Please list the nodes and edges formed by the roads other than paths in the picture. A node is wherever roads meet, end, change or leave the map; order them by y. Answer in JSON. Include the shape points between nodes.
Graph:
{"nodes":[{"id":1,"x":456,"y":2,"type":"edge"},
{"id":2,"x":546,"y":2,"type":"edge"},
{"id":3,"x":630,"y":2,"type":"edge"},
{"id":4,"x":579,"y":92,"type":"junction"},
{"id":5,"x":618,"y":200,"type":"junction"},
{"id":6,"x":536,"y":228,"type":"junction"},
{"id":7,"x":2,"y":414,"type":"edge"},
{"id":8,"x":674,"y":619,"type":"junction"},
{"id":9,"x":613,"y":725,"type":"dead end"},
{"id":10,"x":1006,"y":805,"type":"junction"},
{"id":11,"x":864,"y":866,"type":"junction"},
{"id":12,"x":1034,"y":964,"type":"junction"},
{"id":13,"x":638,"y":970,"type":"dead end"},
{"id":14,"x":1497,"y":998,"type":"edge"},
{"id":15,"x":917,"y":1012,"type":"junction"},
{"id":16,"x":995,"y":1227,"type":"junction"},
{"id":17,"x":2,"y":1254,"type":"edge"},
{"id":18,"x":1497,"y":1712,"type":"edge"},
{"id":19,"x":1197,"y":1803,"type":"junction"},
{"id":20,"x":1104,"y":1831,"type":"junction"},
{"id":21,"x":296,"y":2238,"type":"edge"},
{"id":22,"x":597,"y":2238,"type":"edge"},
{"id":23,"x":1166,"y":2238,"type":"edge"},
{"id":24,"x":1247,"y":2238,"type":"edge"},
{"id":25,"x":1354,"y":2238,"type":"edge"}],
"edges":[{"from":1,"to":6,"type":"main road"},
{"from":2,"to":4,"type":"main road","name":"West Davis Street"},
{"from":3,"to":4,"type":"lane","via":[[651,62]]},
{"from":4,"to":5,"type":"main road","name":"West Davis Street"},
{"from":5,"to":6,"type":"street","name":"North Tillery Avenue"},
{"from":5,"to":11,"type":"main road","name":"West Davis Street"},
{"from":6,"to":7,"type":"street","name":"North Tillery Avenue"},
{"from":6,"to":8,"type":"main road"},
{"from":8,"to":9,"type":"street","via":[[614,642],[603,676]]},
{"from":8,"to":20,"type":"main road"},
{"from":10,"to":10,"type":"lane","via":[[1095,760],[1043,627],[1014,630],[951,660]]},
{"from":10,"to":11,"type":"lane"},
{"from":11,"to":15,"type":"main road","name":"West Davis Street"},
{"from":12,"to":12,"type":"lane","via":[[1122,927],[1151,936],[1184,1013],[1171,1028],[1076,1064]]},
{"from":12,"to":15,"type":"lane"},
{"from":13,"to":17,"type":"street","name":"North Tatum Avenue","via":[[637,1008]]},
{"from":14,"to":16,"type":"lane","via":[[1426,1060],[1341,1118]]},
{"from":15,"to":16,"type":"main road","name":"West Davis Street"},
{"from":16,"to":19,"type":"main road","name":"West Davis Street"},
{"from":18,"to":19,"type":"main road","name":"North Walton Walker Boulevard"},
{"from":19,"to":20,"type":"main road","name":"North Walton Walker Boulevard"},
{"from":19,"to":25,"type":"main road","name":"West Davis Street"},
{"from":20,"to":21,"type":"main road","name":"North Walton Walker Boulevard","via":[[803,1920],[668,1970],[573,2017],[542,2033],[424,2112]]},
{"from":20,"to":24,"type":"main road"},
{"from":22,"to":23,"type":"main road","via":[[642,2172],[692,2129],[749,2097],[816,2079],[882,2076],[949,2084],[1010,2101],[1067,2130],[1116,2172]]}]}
______________________________
- **TASK STATEMENT**
The answer should be one number, the count of lines in this material that include the word "edges".

- **ANSWER TO THIS EXERCISE**
2